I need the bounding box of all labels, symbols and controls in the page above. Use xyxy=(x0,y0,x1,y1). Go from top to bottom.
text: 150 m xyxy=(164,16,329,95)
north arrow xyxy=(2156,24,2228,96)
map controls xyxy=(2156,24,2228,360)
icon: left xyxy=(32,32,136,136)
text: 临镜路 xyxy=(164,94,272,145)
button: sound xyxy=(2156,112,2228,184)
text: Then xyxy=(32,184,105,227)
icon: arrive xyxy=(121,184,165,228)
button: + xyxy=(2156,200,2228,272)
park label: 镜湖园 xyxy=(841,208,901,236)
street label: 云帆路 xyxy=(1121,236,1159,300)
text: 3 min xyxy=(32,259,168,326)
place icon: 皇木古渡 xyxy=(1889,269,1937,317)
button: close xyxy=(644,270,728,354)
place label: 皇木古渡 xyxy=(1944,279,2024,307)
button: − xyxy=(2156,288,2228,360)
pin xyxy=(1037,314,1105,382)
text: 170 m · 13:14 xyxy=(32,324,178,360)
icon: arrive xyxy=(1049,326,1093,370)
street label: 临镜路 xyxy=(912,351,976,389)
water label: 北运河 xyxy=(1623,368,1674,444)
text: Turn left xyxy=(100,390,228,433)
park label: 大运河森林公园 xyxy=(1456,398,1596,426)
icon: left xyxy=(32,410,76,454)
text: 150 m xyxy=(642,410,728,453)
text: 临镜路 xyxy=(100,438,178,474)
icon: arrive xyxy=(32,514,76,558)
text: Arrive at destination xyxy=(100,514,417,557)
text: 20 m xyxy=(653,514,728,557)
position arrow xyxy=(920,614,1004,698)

* What you have to do: The data above, all of it, needs to be output exactly as written.

* Exercise answer:
I need the bounding box of all labels, symbols and controls in the page above. Use xyxy=(x0,y0,x1,y1). Go from top to bottom.
text: 150 m xyxy=(164,16,329,95)
north arrow xyxy=(2156,24,2228,96)
map controls xyxy=(2156,24,2228,360)
icon: left xyxy=(32,32,136,136)
text: 临镜路 xyxy=(164,94,272,145)
button: sound xyxy=(2156,112,2228,184)
text: Then xyxy=(32,184,105,227)
icon: arrive xyxy=(121,184,165,228)
button: + xyxy=(2156,200,2228,272)
park label: 镜湖园 xyxy=(841,208,901,236)
street label: 云帆路 xyxy=(1121,236,1159,300)
text: 3 min xyxy=(32,259,168,326)
place icon: 皇木古渡 xyxy=(1889,269,1937,317)
button: close xyxy=(644,270,728,354)
place label: 皇木古渡 xyxy=(1944,279,2024,307)
button: − xyxy=(2156,288,2228,360)
pin xyxy=(1037,314,1105,382)
text: 170 m · 13:14 xyxy=(32,324,178,360)
icon: arrive xyxy=(1049,326,1093,370)
street label: 临镜路 xyxy=(912,351,976,389)
water label: 北运河 xyxy=(1623,368,1674,444)
text: Turn left xyxy=(100,390,228,433)
park label: 大运河森林公园 xyxy=(1456,398,1596,426)
icon: left xyxy=(32,410,76,454)
text: 150 m xyxy=(642,410,728,453)
text: 临镜路 xyxy=(100,438,178,474)
icon: arrive xyxy=(32,514,76,558)
text: Arrive at destination xyxy=(100,514,417,557)
text: 20 m xyxy=(653,514,728,557)
position arrow xyxy=(920,614,1004,698)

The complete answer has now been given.